Gradient Is the New Black
The use of gradient in UI, branding, typography, illustrations, and logos have made a huge comeback and became one of the hottest UI design trends. With Instagram changing their logo from flat to color transition and Spotify adding bright transitions to their UI design, gradients are everywhere.
As a way of defying flat material design a lot of designers opt for experimentation with new ways to use tones. Color transition lets designers create and explore new colors and produce hues never used before. It gives the design a modern, fresh look. Gradients are eye-catching. They grab users’ attention and make them remember a logo, interface, illustration.
But making a comeback doesn’t earn you a place among the biggest trends. The new gradients are not afraid of experimentation or even flat colors. One of the leaders of the trend, Spotify, made a signature out of using bold duotones with a distinct gradient in all parts of their branding. And others have followed.
Though there are no strict rules on how to use gradients, there are some things worth considering before you start putting them everywhere. Fresh as they may make your UI redesign look, gradients are used a lot these days, often repeating the same color patterns. As with any trends, for a better effect, you make it your own rather than repeat someone else’s ideas. The beauty of gradients is in making things look natural. Just like in nature, objects don’t have one color but are a combination of different tones and shadows, gradients are striving for realism and subtlety. However, color transitions shouldn’t be put in the limelight and grab all the attention. The goal of gradients is to enhance the user experience, not make a point of using one.
Narrating with Animations
Animations are fun plus they give numerous opportunities to your web design. And according to this website’s analysis, 100% of top award-winning websites use CSS animation. It helps to communicate things, explain how something works or how to do something. But more than that, they are becoming more thought out and used to create web site’s narration. Today animation is not just some entertainment effect but a carefully selected and timed elements that become a part of the story. One of the best examples of using animations for storytelling is a story of a national park from the bear’s point of view by National Geographic.

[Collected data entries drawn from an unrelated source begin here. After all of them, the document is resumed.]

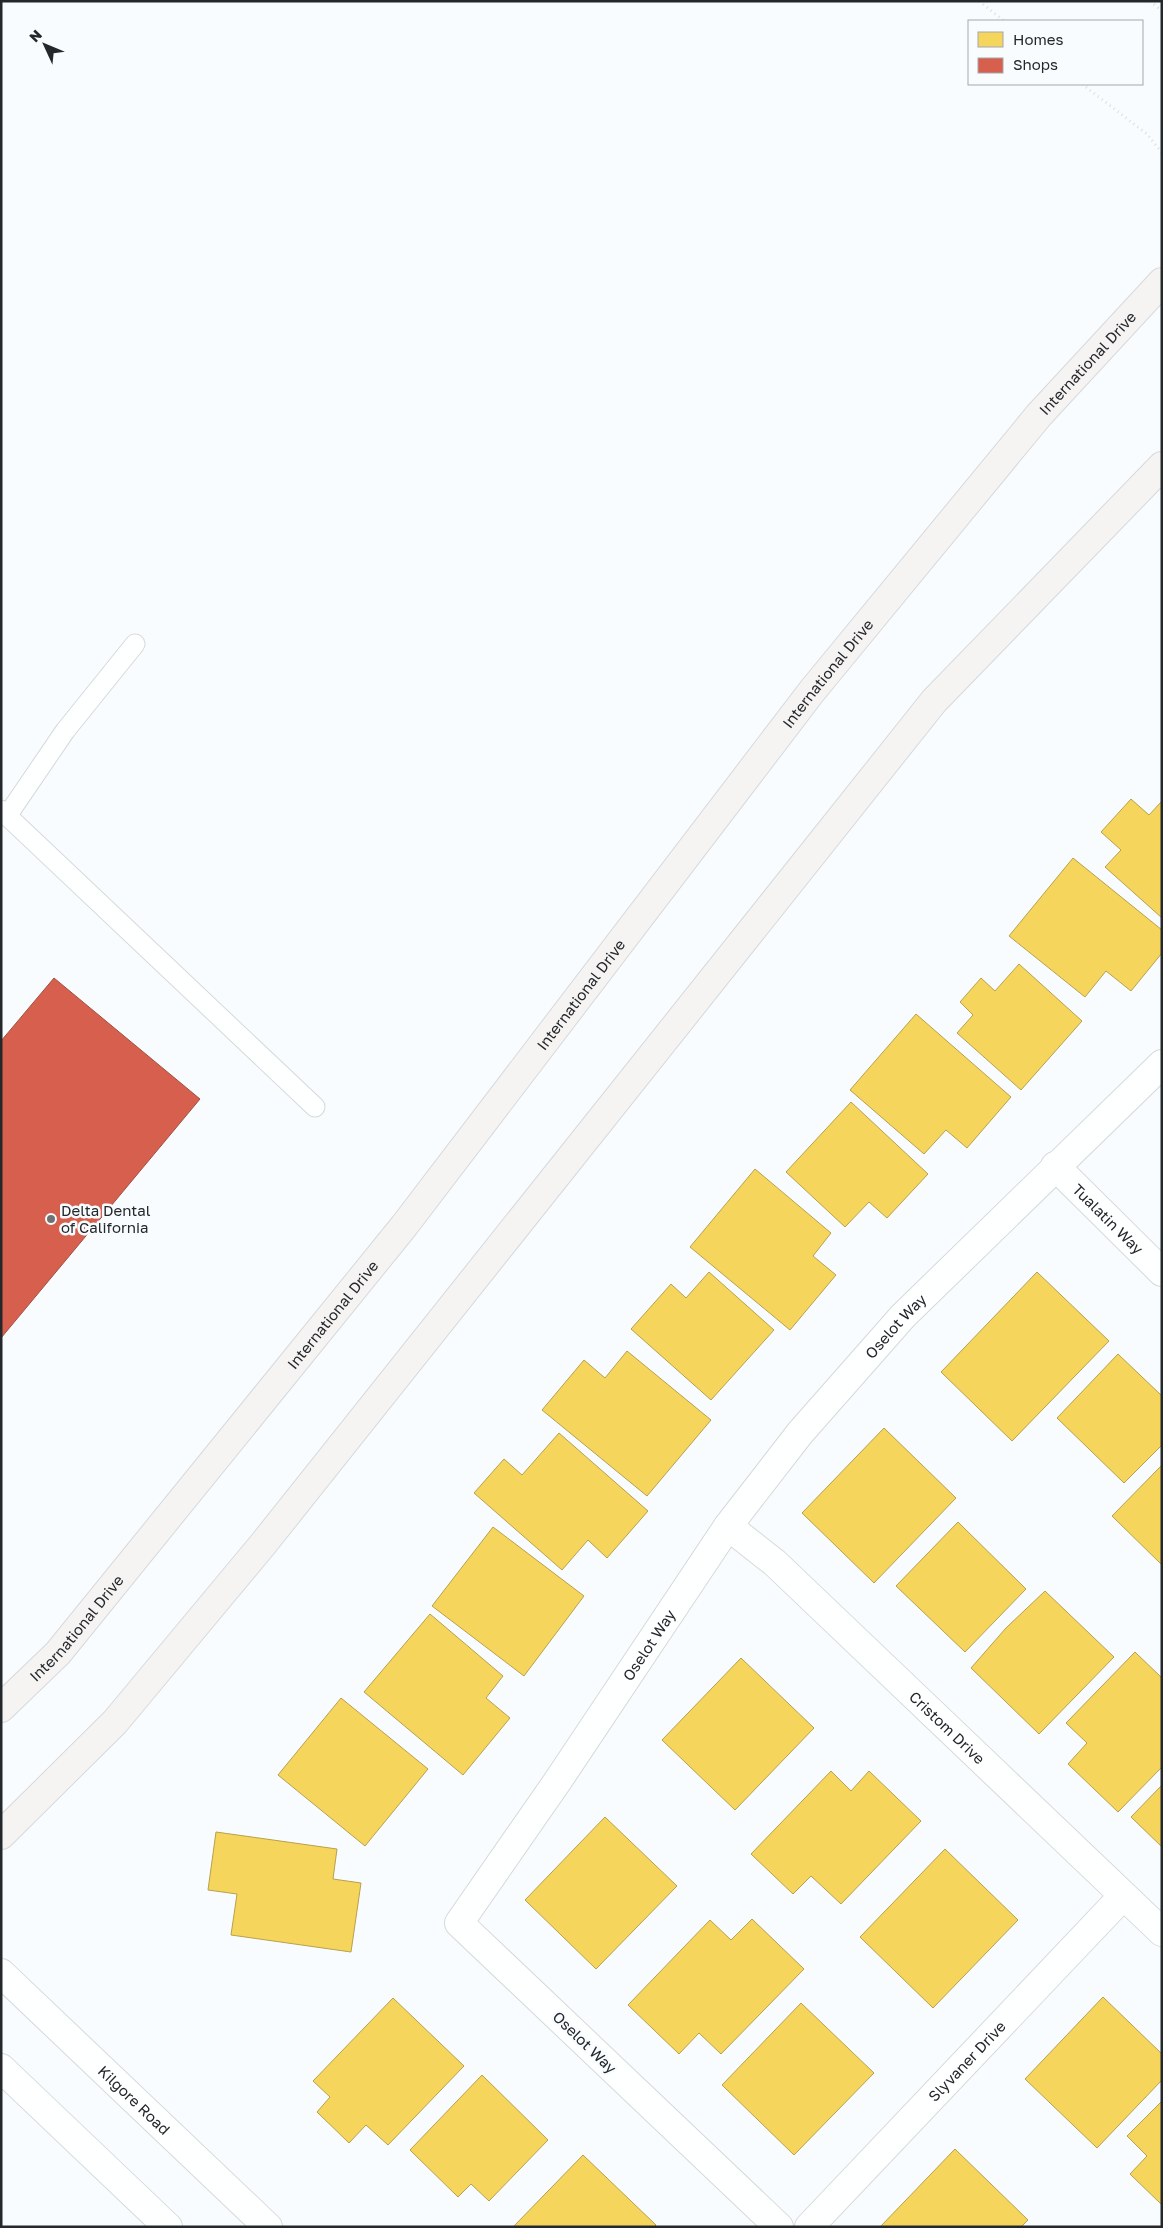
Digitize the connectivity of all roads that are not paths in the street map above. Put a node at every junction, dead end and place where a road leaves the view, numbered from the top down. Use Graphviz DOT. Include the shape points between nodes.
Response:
graph roads {
  1 [pos="1162,282"];
  2 [pos="1162,466"];
  3 [pos="135,644"];
  4 [pos="4,813"];
  5 [pos="1162,1064"];
  6 [pos="315,1107"];
  7 [pos="1055,1166"];
  8 [pos="1162,1272"];
  9 [pos="728,1526"];
  10 [pos="1,1708"];
  11 [pos="1,1836"];
  12 [pos="1123,1896"];
  13 [pos="1162,1932"];
  14 [pos="1,1973"];
  15 [pos="1,2068"];
  16 [pos="168,2227"];
  17 [pos="268,2227"];
  18 [pos="779,2227"];
  19 [pos="809,2227"];
  1 -- 10 [label="main road, International Drive" via="1039,415 812,691 404,1226 58,1653"];
  2 -- 11 [label="main road" via="934,701 264,1544 115,1722"];
  3 -- 4 [label="lane" via="65,730"];
  4 -- 6 [label="lane"];
  5 -- 7 [label="street, Oselot Way"];
  7 -- 8 [label="street, Tualatin Way"];
  7 -- 9 [label="street, Oselot Way" via="903,1316 800,1433"];
  9 -- 12 [label="street, Cristom Drive" via="775,1563"];
  9 -- 18 [label="street, Oselot Way" via="459,1923"];
  12 -- 13 [label="street, Cristom Drive"];
  12 -- 19 [label="street, Slyvaner Drive"];
  14 -- 17 [label="street, Kilgore Road"];
  15 -- 16 [label="street"];
}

As exciting as they are, there are still some downsides worth mentioning. When it comes to a user experience, performance is a key. And too heavy animations can increase loading time, be jumpy or even not work at all. The purpose of animations is to make user’s tasks easier and quicker to accomplish. But when overused they create the opposite effect and get in the users’ way, instead of helping and guiding them. Another potential threat might come from adding an animation for no reason. When it doesn’t solve a problem, it creates a distraction and confusion.
If you decide to go for animations, do it with meaning. Start by clearly defining why you need to use one, how it can help your users and if it’s in no way will annoy. They also help shape user experience by making it smoother. A good way to incorporate animations into your UI is by using them to tell a story.